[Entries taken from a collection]
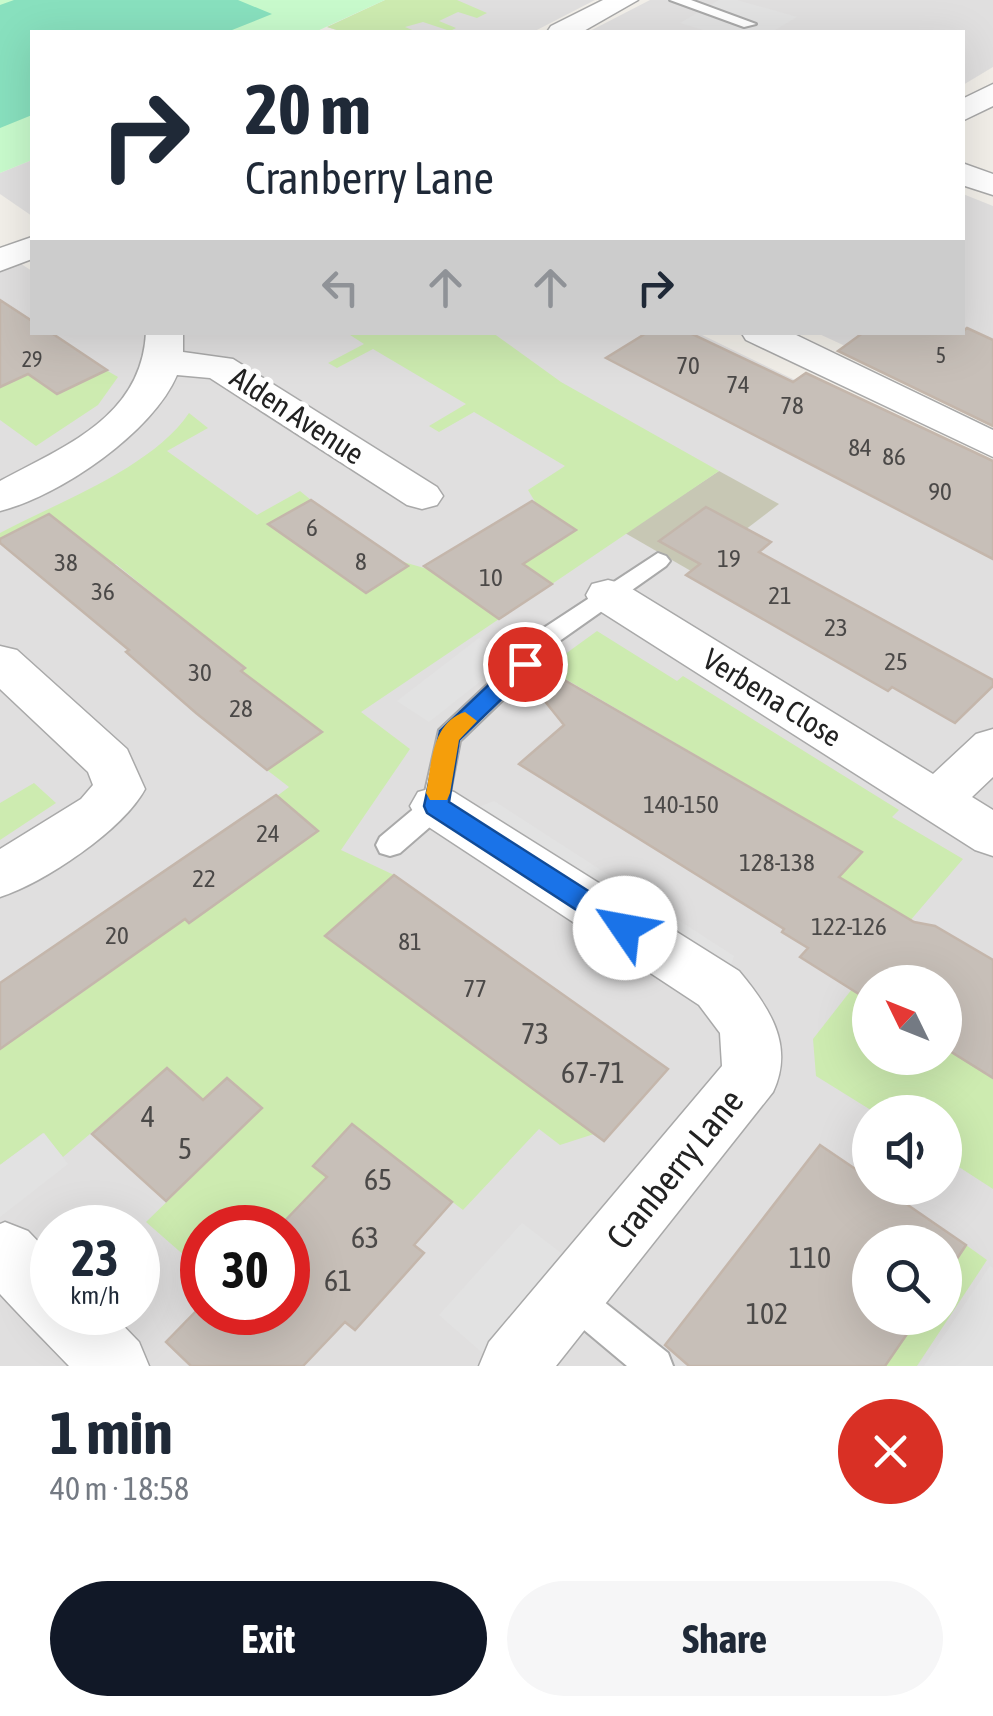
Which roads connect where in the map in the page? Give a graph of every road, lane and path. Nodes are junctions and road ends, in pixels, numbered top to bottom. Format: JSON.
{"nodes":[{"id":1,"x":624,"y":0,"type":"edge"},
{"id":2,"x":677,"y":0,"type":"edge"},
{"id":3,"x":749,"y":24,"type":"dead end"},
{"id":4,"x":566,"y":30,"type":"edge"},
{"id":5,"x":993,"y":93,"type":"edge"},
{"id":6,"x":965,"y":110,"type":"edge"},
{"id":7,"x":965,"y":175,"type":"edge"},
{"id":8,"x":993,"y":185,"type":"edge"},
{"id":9,"x":30,"y":248,"type":"edge"},
{"id":10,"x":0,"y":261,"type":"edge"},
{"id":11,"x":765,"y":335,"type":"edge"},
{"id":12,"x":164,"y":347,"type":"edge"},
{"id":13,"x":993,"y":445,"type":"edge"},
{"id":14,"x":422,"y":496,"type":"dead end"},
{"id":15,"x":0,"y":498,"type":"edge"},
{"id":16,"x":658,"y":561,"type":"dead end"},
{"id":17,"x":608,"y":595,"type":"junction"},
{"id":18,"x":542,"y":641,"type":"dead end"},
{"id":19,"x":0,"y":662,"type":"edge"},
{"id":20,"x":525,"y":664,"type":"dead end"},
{"id":21,"x":993,"y":747,"type":"edge"},
{"id":22,"x":937,"y":800,"type":"junction"},
{"id":23,"x":436,"y":806,"type":"junction"},
{"id":24,"x":993,"y":836,"type":"edge"},
{"id":25,"x":390,"y":845,"type":"dead end"},
{"id":26,"x":0,"y":876,"type":"edge"},
{"id":27,"x":6,"y":1253,"type":"dead end"},
{"id":28,"x":30,"y":1279,"type":"edge"},
{"id":29,"x":572,"y":1297,"type":"junction"},
{"id":30,"x":85,"y":1335,"type":"edge"},
{"id":31,"x":115,"y":1366,"type":"edge"},
{"id":32,"x":513,"y":1366,"type":"edge"},
{"id":33,"x":655,"y":1366,"type":"edge"}],
"edges":[{"from":1,"to":4,"type":"street"},
{"from":2,"to":3,"type":"lane"},
{"from":5,"to":6,"type":"street"},
{"from":7,"to":8,"type":"street"},
{"from":9,"to":10,"type":"street"},
{"from":11,"to":13,"type":"street"},
{"from":12,"to":14,"type":"street","name":"Alden Avenue"},
{"from":12,"to":15,"type":"street"},
{"from":16,"to":17,"type":"lane"},
{"from":17,"to":18,"type":"lane"},
{"from":17,"to":22,"type":"street","name":"Verbena Close"},
{"from":19,"to":26,"type":"street"},
{"from":20,"to":23,"type":"lane"},
{"from":21,"to":22,"type":"street"},
{"from":22,"to":24,"type":"street","name":"Verbena Close"},
{"from":23,"to":25,"type":"lane"},
{"from":23,"to":29,"type":"street","name":"Cranberry Lane"},
{"from":27,"to":28,"type":"street"},
{"from":29,"to":32,"type":"street","name":"Cranberry Lane"},
{"from":29,"to":33,"type":"lane"},
{"from":30,"to":31,"type":"street"}]}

# Problem requirements
Copy all lines of the records in which the string "dead" can be found.

# Response below
{"id":3,"x":749,"y":24,"type":"dead end"},
{"id":14,"x":422,"y":496,"type":"dead end"},
{"id":16,"x":658,"y":561,"type":"dead end"},
{"id":18,"x":542,"y":641,"type":"dead end"},
{"id":20,"x":525,"y":664,"type":"dead end"},
{"id":25,"x":390,"y":845,"type":"dead end"},
{"id":27,"x":6,"y":1253,"type":"dead end"},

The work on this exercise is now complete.